Revealing undetectable rapid evolution
At the heart of Buffalo’s research is a quest to link the fields of quantitative genetics and population genetics. In quantitative genetics, researchers use a top-down, or outside-looking-in, approach, studying a species’ continuous traits, like height or flowering time. Population genetics is a more bottom-up, or inside-out, approach, with researchers monitoring variability at the genetic level of individuals in a population without regard to the organism’s phenotype.
“These two fields have been stubbornly independent for a long time because quantitative genetics overlooks many of the details at the gene level,” said Buffalo. “Population genetics carefully considers what’s going on at the gene level, but the problem is that many of the traits affected by natural selection do not lead to very strong differences at the genomic level.”

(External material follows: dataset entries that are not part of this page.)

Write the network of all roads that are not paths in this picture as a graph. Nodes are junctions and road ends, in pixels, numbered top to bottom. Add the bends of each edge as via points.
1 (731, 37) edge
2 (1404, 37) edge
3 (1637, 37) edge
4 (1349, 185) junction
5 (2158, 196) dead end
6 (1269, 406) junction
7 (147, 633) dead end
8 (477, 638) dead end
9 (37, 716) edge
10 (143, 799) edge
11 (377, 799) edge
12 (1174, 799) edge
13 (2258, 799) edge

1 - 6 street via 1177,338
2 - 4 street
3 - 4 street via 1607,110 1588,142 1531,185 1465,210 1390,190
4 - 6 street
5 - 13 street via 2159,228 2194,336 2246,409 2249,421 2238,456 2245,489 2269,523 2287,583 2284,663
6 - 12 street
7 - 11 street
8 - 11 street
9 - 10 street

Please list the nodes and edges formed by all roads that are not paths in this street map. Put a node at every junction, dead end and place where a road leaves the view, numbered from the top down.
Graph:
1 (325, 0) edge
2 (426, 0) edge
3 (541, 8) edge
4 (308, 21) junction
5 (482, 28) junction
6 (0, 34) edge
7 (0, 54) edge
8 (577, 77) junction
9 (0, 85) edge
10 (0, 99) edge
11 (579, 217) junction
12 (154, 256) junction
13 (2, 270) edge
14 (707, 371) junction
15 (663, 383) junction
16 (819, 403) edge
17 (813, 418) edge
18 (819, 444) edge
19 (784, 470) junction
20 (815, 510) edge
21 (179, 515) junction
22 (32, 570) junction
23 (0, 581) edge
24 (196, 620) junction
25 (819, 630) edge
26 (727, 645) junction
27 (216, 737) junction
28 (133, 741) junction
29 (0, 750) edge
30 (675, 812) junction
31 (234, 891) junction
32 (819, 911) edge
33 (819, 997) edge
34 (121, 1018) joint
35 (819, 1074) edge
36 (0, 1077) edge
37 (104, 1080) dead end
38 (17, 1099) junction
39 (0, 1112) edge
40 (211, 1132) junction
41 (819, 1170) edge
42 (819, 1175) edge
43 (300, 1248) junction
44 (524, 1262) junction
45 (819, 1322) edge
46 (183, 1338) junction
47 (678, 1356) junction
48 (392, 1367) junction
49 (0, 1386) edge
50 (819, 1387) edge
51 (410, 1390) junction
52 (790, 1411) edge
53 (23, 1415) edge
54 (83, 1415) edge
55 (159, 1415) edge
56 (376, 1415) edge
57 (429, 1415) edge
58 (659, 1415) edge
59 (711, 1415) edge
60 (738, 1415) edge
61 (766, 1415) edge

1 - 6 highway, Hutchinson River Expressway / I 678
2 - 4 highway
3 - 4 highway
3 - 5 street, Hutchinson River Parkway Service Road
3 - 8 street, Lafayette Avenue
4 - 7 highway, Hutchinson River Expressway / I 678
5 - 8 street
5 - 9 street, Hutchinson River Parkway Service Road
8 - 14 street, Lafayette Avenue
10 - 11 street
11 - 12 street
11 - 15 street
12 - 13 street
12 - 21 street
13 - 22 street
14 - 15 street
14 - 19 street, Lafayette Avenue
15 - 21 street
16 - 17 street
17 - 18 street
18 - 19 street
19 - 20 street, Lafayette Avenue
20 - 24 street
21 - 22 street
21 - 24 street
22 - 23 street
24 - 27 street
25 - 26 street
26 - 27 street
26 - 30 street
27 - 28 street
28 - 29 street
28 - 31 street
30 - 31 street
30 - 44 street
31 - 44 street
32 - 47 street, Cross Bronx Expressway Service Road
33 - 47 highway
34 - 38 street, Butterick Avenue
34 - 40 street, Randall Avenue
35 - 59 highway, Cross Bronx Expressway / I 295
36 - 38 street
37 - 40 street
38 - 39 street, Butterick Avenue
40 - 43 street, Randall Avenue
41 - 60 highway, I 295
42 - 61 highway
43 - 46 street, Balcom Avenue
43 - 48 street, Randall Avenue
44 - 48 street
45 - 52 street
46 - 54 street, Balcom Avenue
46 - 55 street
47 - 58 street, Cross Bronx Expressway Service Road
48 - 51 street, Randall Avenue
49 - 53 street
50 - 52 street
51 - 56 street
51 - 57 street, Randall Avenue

Often, a single continuous trait is controlled by tens, hundreds, if not thousands of genes working in concert with one another, according to Buffalo. This makeup is known as polygenic architecture and tracking changes to it over short timescales can be difficult, as genetics shifts are often subtle.
Buffalo thought this was tragic. How could ecologists and evolutionary biologists better understand rapid evolution at a genetic level if they couldn’t see evidence of it in an organism’s genome? He discussed the problem with Coop and together, they started exploring how they could get around this problem using a concept called “linked selection.”
The idea behind Buffalo and Coop’s look at linked selection is that genes controlling a specific trait, say early flowering time, are physically neighboring genetic variants that don’t impact the survival or number of offspring of the organisms. These are called “neutral” variants. If the genes controlling the trait—in this example early flowering time—leave more offspring because earlier flowering time is beneficial in a new environment, then their neighboring neutral genetic variants are more likely to have more descendants too.
Buffalo and Coop are developing a method that uses genomic data from multiple timepoints to detect signals from the behavior of these linked neutral variants, thus allowing researchers to see when populations are adapting.
“The key idea is that whenever there’s heritable variation for fitness in a population, which is a sign that selection is happening, neutral variants behave differently,” said Buffalo. “They behave differently in a way that we can model statistically. What we’ve developed are these sort of statistical methods to take that intuition and reverse it and say, ‘Now let’s estimate how much fitness variation there is in the population.’”
In essence, it would make evolutionary genetic patterns that were once invisible, under previous methods, visible. The hope is that the method will allow researchers to view natural selection as it’s happening at the genomic level.
“A lot of evolution is happening whether we see it or not,” Buffalo said. “The challenge is really to understand it and to see it in real data.”